Todos los títulos serán negociables en A3 Mercados SA y en los mercados de valores del país, contarán con exenciones impositivas vigentes y se emitirán mediante certificados globales registrados en la Central de Registro y Liquidación de Pasivos Públicos del BCRA.

Ampliaciones de emisiones previas y refuerzo del financiamiento en dólares

Además de las nuevas colocaciones, la Resolución Conjunta 63/2025 autoriza ampliaciones significativas de emisiones ya vigentes, lo que eleva el volumen total de endeudamiento autorizado a más de $32 billones en pesos y US$3.555 millones.

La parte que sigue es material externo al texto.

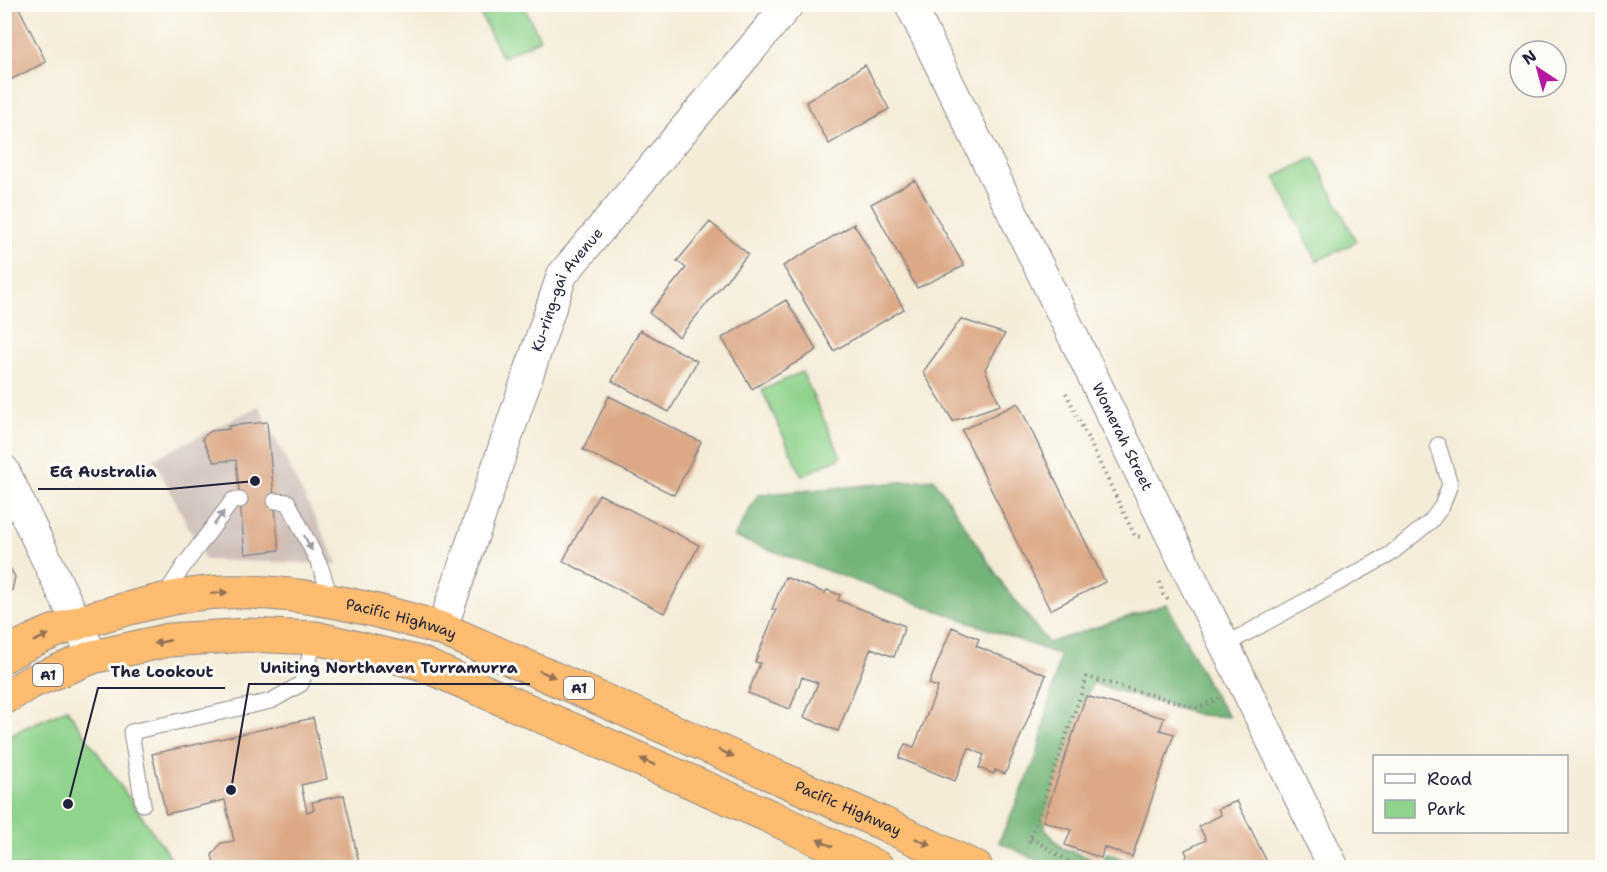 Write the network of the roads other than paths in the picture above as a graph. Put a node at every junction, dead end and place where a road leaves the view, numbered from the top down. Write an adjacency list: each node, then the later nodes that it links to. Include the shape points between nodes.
1 (789, 4): 10 (street, Ku-ring-gai Avenue, via 562,275)
2 (910, 4): 12 (street, Womerah Street)
3 (1438, 445): 12 (lane, via 1450,484 1431,521 1389,555)
4 (4, 470): 9 (street)
5 (240, 500): 7 (lane, one-way to 5, via 233,500)
6 (275, 501): 8 (lane, one-way to 8, via 288,502 321,568)
7 (161, 600): 8 (highway, Pacific Highway / A1, one-way to 8, via 220,592 282,593); 9 (highway, Pacific Highway / A1)
8 (331, 600): 10 (highway, Pacific Highway / A1)
9 (78, 622): 13 (highway, Pacific Highway / A1, one-way to 9); 14 (street)
10 (442, 629): 18 (highway, Pacific Highway / A1, one-way to 18)
11 (316, 638): 14 (highway, A1, one-way to 14, via 248,635 169,640); 16 (lane, via 301,684 271,701 131,732); 17 (highway, A1, one-way to 11, via 420,663)
12 (1225, 645): 19 (street, Womerah Street)
13 (4, 656)
14 (93, 657): 15 (highway, A1, via 31,682)
15 (4, 698)
16 (143, 804)
17 (878, 867)
18 (976, 867)
19 (1334, 867) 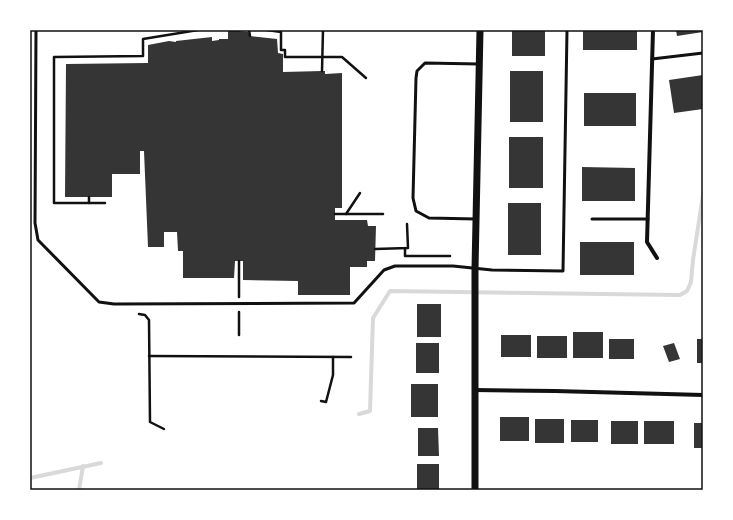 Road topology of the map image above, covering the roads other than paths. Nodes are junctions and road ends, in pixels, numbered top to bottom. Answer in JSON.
{"nodes":[{"id":1,"x":36,"y":30,"type":"edge"},
{"id":2,"x":480,"y":30,"type":"edge"},
{"id":3,"x":567,"y":30,"type":"edge"},
{"id":4,"x":653,"y":30,"type":"edge"},
{"id":5,"x":703,"y":53,"type":"edge"},
{"id":6,"x":652,"y":59,"type":"junction"},
{"id":7,"x":479,"y":64,"type":"junction"},
{"id":8,"x":476,"y":219,"type":"junction"},
{"id":9,"x":592,"y":219,"type":"dead end"},
{"id":10,"x":648,"y":219,"type":"junction"},
{"id":11,"x":657,"y":258,"type":"dead end"},
{"id":12,"x":475,"y":270,"type":"junction"},
{"id":13,"x":474,"y":390,"type":"junction"},
{"id":14,"x":703,"y":395,"type":"edge"},
{"id":15,"x":475,"y":490,"type":"edge"}],
"edges":[{"from":1,"to":12,"type":"lane"},
{"from":2,"to":7,"type":"street"},
{"from":3,"to":12,"type":"lane"},
{"from":4,"to":6,"type":"street"},
{"from":5,"to":6,"type":"lane"},
{"from":6,"to":10,"type":"street"},
{"from":7,"to":8,"type":"street"},
{"from":7,"to":8,"type":"lane"},
{"from":8,"to":12,"type":"street"},
{"from":9,"to":10,"type":"lane"},
{"from":10,"to":11,"type":"street"},
{"from":12,"to":13,"type":"street"},
{"from":13,"to":14,"type":"street"},
{"from":13,"to":15,"type":"street"}]}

En pesos, se amplían la Letra Capitalizable con vencimiento en mayo de 2026 hasta $4,3 billones, la Letra ajustada por CER al mismo vencimiento hasta $5,09 billones, y la Letra a tasa TAMAR con vencimiento en agosto de 2026 hasta $4,8 billones. Estas ampliaciones refuerzan el perfil de deuda en moneda local y buscan captar demanda de inversores con distintos apetitos de riesgo y cobertura.

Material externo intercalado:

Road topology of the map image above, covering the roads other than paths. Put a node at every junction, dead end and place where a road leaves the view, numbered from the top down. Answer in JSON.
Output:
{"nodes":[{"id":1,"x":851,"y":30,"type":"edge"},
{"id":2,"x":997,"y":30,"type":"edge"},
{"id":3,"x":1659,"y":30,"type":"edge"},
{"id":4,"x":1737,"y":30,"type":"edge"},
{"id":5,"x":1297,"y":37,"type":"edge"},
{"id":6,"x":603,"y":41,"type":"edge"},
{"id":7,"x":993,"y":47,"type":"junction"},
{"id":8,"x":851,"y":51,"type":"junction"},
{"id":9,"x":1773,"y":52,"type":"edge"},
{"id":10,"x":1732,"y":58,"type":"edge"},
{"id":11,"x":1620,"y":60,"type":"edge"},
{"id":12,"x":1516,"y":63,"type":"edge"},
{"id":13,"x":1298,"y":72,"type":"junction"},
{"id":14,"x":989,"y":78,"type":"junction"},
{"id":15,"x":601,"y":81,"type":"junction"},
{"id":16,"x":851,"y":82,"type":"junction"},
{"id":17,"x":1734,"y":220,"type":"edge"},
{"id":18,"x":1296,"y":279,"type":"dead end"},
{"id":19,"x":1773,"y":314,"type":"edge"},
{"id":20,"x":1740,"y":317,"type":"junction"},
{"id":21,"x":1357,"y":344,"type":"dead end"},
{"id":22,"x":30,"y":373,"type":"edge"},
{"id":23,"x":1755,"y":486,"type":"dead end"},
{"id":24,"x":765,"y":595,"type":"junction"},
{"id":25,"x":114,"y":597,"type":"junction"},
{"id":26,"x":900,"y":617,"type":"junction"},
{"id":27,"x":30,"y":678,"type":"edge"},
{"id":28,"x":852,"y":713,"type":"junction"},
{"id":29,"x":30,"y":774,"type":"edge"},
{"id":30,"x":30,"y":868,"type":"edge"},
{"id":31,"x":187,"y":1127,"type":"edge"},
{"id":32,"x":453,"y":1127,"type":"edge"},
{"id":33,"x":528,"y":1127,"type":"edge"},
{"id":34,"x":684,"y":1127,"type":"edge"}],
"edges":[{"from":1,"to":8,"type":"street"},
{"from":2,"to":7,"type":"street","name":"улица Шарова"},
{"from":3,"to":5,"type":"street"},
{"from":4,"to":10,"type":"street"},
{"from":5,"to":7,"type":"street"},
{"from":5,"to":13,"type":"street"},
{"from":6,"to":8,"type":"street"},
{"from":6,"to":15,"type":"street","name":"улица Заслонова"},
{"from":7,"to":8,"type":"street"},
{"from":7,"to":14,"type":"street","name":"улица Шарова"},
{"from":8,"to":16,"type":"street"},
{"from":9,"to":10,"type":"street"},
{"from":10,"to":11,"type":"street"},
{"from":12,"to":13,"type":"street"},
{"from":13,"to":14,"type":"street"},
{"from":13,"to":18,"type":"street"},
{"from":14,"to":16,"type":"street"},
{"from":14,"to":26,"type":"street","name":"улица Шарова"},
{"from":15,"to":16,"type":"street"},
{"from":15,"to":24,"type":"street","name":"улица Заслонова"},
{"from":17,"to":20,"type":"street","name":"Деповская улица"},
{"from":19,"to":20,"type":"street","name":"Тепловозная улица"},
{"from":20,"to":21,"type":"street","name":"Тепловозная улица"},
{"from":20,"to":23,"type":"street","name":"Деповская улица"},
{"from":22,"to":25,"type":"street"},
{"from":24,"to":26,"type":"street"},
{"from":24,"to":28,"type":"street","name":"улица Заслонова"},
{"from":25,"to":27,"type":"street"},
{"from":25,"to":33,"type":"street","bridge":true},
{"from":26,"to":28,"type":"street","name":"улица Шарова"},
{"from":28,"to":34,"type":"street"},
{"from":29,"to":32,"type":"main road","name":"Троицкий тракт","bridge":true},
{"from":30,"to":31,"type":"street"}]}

En paralelo, el Gobierno habilitó una ampliación clave en moneda extranjera: la Letra del Tesoro vinculada al dólar estadounidense cero cupón con vencimiento el 30 de abril de 2026, que podrá alcanzar hasta US$3.555.982.900. Este instrumento ofrece cobertura cambiaria y se posiciona como una opción para inversores que buscan reducir exposición al peso sin salir del esquema de financiamiento del Tesoro.

Marco legal, programa financiero y efectos sobre el mercado

Desde el punto de vista institucional, la medida se apoya en un entramado normativo amplio. Las emisiones se realizan bajo las facultades conferidas por la Ley 24.156 de Administración Financiera, la Ley 27.701 de Presupuesto —vigente para 2025 conforme al artículo 27 de la ley 24.156— y una serie de decretos que ajustaron los límites y condiciones del financiamiento público entre 2023 y 2024.

Los considerandos de la resolución destacan que todas las operaciones se encuentran dentro de los límites autorizados por el Presupuesto y cuentan con intervención del servicio jurídico permanente del Ministerio de Economía. Además, se dispone la imputación presupuestaria de un bono CER con vencimiento en junio de 2028, emitido previamente, por un monto de $5 billones, reforzando la consistencia contable del esquema.

En términos de impacto, la estrategia apunta a sostener el financiamiento del Tesoro sin recurrir exclusivamente a un solo tipo de instrumento, diversificando riesgos entre inflación, tasa de interés y tipo de cambio. Para el mercado financiero, la licitación ofrece un abanico de opciones que puede influir en la curva de rendimientos en pesos, en la demanda de instrumentos indexados y en la dinámica de cobertura cambiaria.

La magnitud de la emisión también anticipa un rol activo del Estado en el mercado de deuda durante 2025, con potenciales efectos sobre la liquidez, la tasa de interés y las decisiones de inversión institucional. En ese contexto, la capacidad del Tesoro para renovar y colocar estos instrumentos será un factor central para la estabilidad financiera y la ejecución del programa económico.